Toyota ran its GR010 HYBRID cars at the WEC Imola Prologue with the No. 7 car 11th after 98 laps and the No. 8 car 13th after 101 laps in the session’s timing sheets (x.com). The team posted session totals and lap counts as part of prologue coverage ahead of the WEC season (x.com).

Toyota’s two World Endurance Championship Hypercars spent the Imola Prologue in the lower half of the session order, with the No. 7 car listed 11th after 98 laps and the No. 8 car 13th after 101 laps. (x.com) Those numbers came from Toyota’s own pre-season update during the two-day Prologue at Autodromo Internazionale Enzo e Dino Ferrari in Imola, the Italian circuit that hosts the 2026 season opener on April 19. (x.com) (fiawec.com) The Prologue is the World Endurance Championship’s official pre-season test, a dress rehearsal where teams run long programs, check reliability and gather setup data rather than chase pole-position laps. For 2026, that test moved to Imola after the championship postponed the Qatar 1812km and reshuffled the start of the calendar. (fiawec.com) (motorsport.com) That makes Toyota’s placing on the timing sheets only a partial read on form. The more revealing number in a Prologue session is often mileage, and Toyota logged 199 laps across its two cars in the update it published. (x.com) Toyota arrives at Imola with more than a routine shakedown on its hands. The race will be the company’s 100th World Endurance Championship start with hybrid power, and it is also the competitive debut of the revised TR010 HYBRID under the new TOYOTA RACING branding. (newsroom.toyota.eu) The revised car keeps Toyota’s hybrid layout: a 3.5-litre twin-turbo V6 engine paired with a front-axle hybrid motor and inverter.
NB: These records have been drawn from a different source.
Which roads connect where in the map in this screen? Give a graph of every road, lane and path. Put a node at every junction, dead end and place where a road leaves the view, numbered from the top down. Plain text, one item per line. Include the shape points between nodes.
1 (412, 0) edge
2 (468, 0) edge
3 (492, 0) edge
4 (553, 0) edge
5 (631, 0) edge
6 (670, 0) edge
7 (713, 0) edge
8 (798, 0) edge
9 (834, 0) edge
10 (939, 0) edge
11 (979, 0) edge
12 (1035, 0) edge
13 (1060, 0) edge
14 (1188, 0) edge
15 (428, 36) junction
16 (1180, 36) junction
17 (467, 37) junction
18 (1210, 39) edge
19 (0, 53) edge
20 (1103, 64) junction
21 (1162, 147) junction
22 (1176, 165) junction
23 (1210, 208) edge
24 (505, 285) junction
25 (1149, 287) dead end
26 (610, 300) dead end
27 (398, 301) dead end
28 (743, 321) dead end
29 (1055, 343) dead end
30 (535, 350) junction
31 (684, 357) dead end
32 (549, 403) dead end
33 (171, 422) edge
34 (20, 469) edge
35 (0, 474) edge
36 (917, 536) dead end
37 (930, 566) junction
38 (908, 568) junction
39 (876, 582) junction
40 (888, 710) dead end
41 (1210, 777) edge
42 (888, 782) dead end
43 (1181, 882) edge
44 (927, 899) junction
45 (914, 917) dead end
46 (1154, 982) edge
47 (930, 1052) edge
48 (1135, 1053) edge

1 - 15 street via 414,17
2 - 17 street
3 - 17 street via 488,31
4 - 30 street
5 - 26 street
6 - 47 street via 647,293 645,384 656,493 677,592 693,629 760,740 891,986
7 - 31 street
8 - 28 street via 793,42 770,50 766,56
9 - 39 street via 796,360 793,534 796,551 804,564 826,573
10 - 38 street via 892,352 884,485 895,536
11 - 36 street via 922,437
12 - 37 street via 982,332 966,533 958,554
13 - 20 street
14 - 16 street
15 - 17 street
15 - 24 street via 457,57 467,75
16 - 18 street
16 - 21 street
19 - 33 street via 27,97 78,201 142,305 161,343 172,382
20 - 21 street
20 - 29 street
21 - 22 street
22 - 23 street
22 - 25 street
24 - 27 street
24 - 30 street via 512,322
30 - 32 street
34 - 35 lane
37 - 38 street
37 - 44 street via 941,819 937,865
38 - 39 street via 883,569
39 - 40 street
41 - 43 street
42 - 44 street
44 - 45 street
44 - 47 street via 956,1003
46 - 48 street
Toyota said the update includes aerodynamic changes tied to the new bodywork, while Michelin’s 2026 tyres are designed to reach operating temperature faster without reducing durability. (newsroom.toyota.eu) Toyota is not starting from scratch on personnel. The No. 8 crew remains Sébastien Buemi, Brendon Hartley and Ryō Hirakawa, and Toyota said its driver line-up carries over from 2025. (fiawec.com) (newsroom.toyota.eu) Imola is also a place where Toyota has recent proof that a test ranking does not settle a race weekend. The No. 7 Toyota of Mike Conway, Nyck de Vries and Kamui Kobayashi won the 2024 6 Hours of Imola, Toyota’s only victory for that car in the 2025 campaign, according to team preview material. (racingsportscars.com) (newsroom.toyota.eu) The next useful comparison comes when official practice starts on April 17 and qualifying follows on April 18. Until then, Toyota’s Imola numbers say most clearly that both cars ran substantial mileage before the season begins on April 19. (fiawec.com)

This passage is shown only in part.